• **Task prompt**
Would you transcribe the line containing "index dip: (477, 266)" and every line after it, through the end of the records below, exactly and with nothing else?

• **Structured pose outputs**
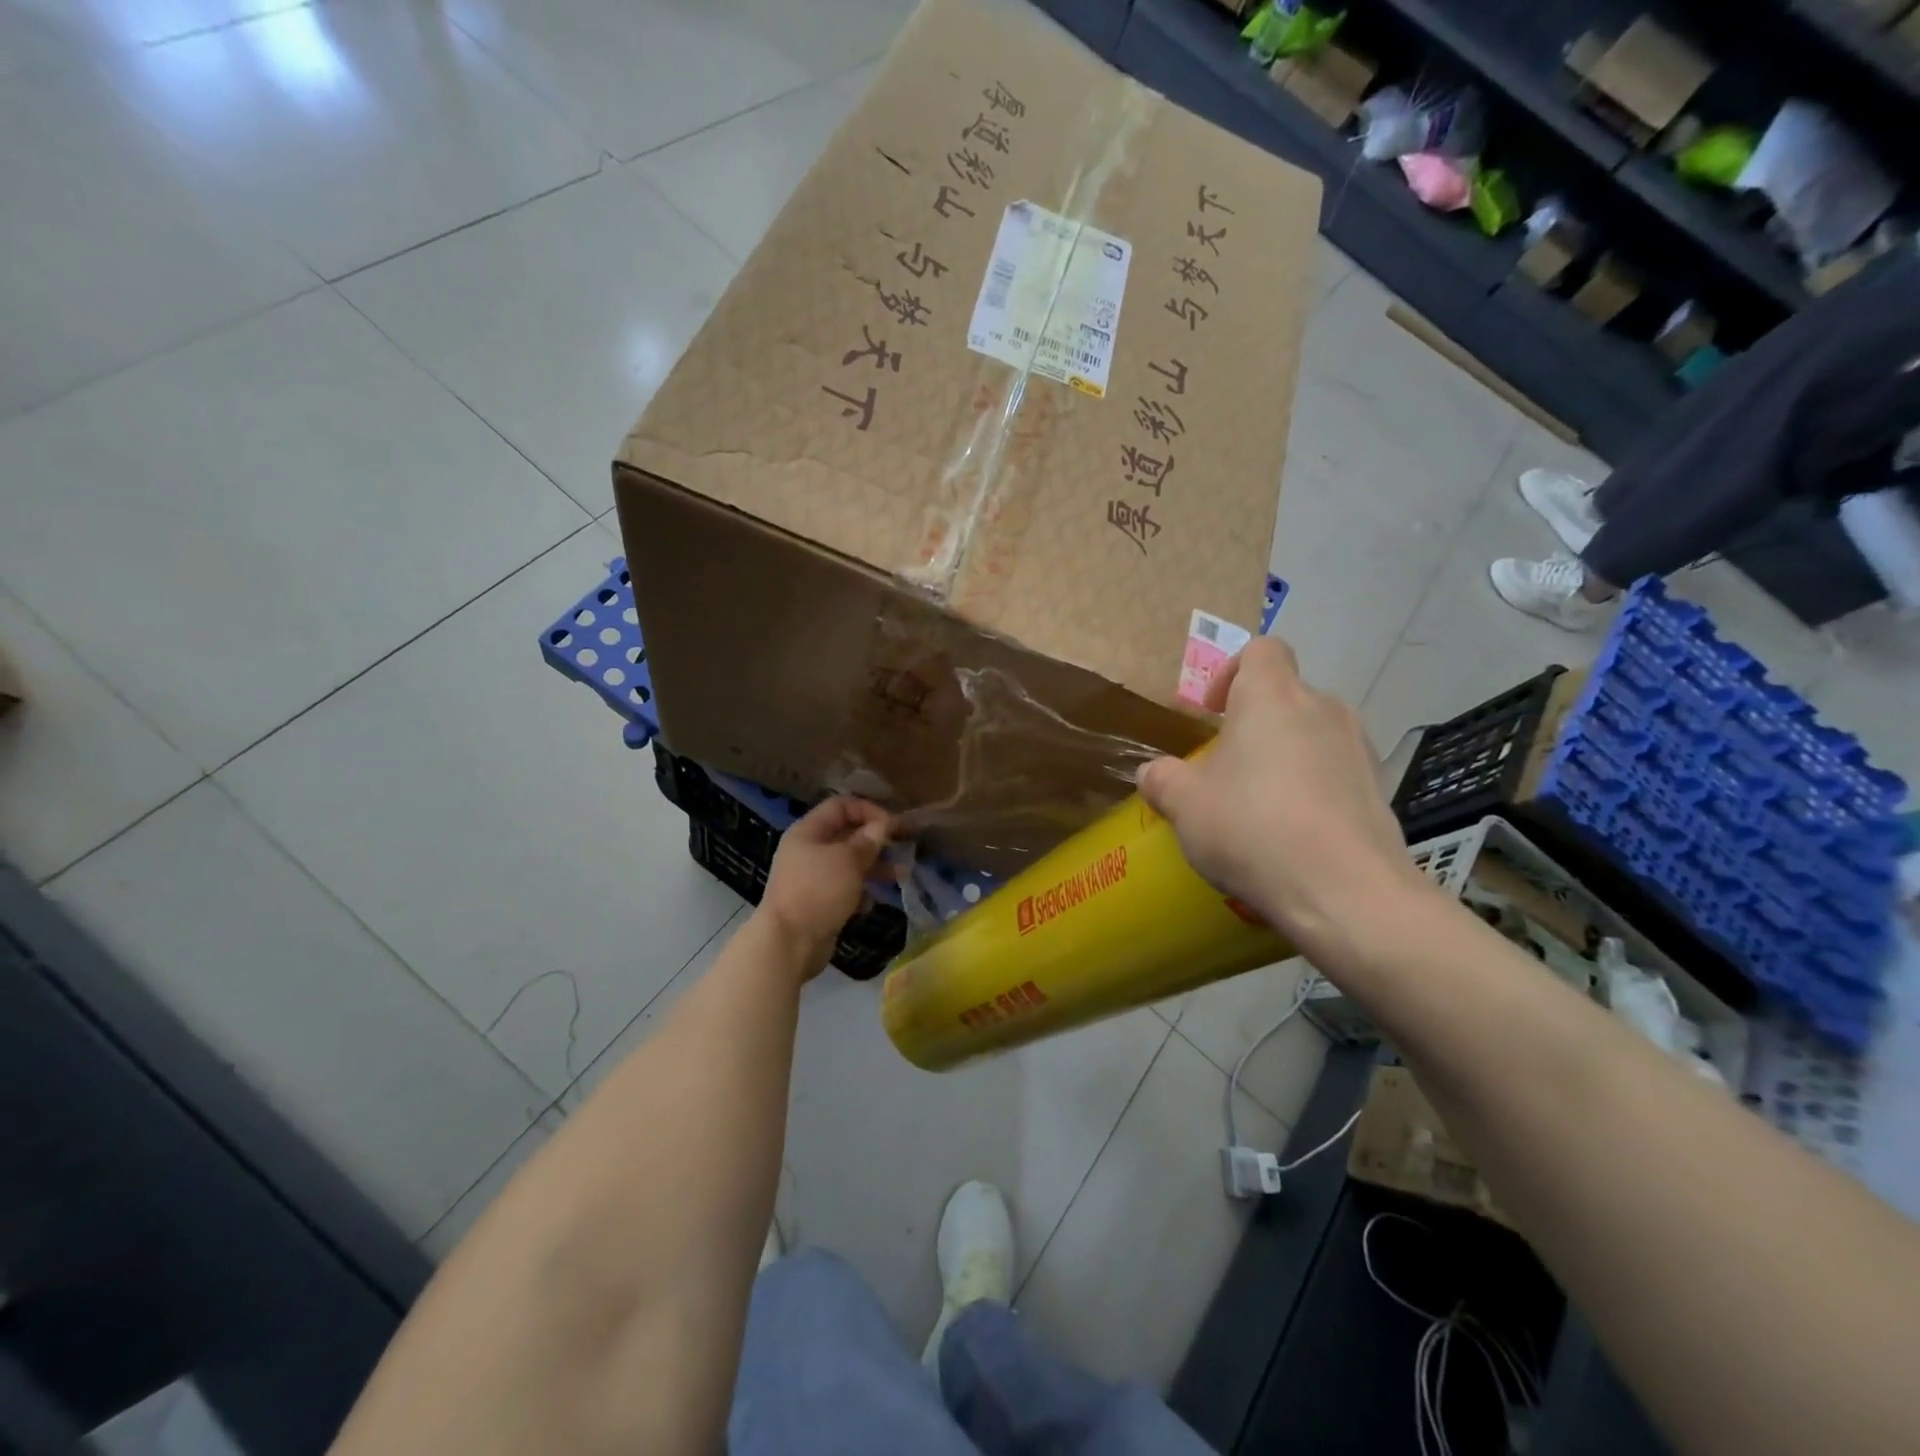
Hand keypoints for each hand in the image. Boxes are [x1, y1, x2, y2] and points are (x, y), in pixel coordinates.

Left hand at [758, 797, 894, 976]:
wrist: (788, 943)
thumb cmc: (818, 891)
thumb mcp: (847, 860)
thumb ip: (867, 841)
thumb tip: (882, 826)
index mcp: (808, 832)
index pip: (841, 806)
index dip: (868, 810)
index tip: (892, 826)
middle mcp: (808, 851)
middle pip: (847, 835)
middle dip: (876, 841)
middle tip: (903, 850)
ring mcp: (812, 878)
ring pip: (849, 864)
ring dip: (875, 867)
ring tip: (901, 875)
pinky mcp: (819, 903)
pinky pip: (845, 889)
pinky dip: (860, 893)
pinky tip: (869, 903)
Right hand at [1137, 637, 1425, 962]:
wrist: (1344, 890)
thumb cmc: (1251, 827)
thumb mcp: (1184, 805)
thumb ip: (1162, 779)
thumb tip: (1153, 773)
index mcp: (1271, 696)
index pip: (1262, 650)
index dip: (1232, 671)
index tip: (1213, 712)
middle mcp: (1321, 708)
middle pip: (1286, 695)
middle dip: (1255, 723)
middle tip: (1228, 768)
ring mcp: (1358, 747)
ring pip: (1313, 733)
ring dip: (1286, 755)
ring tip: (1262, 804)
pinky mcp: (1379, 787)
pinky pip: (1337, 771)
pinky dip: (1314, 787)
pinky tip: (1296, 832)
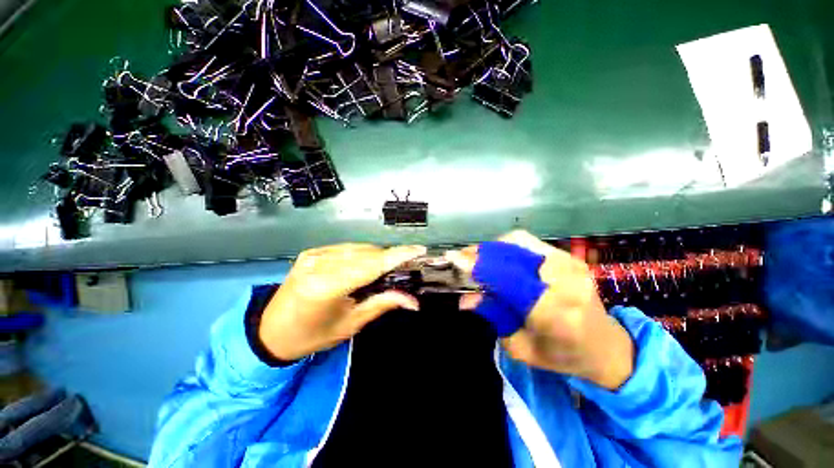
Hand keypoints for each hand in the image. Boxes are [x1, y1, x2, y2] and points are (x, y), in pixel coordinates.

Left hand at [259, 243, 426, 361]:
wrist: (270, 331)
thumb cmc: (312, 336)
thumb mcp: (350, 324)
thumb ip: (382, 304)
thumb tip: (413, 301)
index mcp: (326, 287)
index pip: (372, 265)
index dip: (398, 256)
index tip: (419, 249)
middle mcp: (319, 264)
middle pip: (367, 253)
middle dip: (390, 258)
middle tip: (407, 265)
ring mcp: (313, 254)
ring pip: (358, 248)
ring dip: (377, 256)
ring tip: (388, 268)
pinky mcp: (311, 252)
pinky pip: (346, 248)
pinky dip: (362, 254)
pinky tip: (366, 265)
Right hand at [448, 231, 633, 389]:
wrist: (606, 346)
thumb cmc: (562, 355)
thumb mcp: (521, 348)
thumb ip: (493, 317)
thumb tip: (466, 299)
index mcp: (553, 313)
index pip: (507, 279)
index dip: (477, 266)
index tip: (453, 258)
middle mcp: (564, 281)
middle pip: (510, 253)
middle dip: (481, 253)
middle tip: (463, 259)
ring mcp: (570, 264)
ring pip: (518, 241)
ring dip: (493, 248)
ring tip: (478, 258)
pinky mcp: (570, 257)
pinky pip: (529, 243)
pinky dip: (507, 247)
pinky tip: (499, 258)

• **Answer to this exercise**
index dip: (477, 266)
index tip: (453, 258)
middle mcp: (564, 281)
middle pip: (510, 253)
middle dip: (481, 253)
middle tip: (463, 259)
ring mcp: (570, 264)
ring pip: (518, 241)
ring dip: (493, 248)
ring tip: (478, 258)
pinky mcp: (570, 257)
pinky pip: (529, 243)
pinky dip: (507, 247)
pinky tip: (499, 258)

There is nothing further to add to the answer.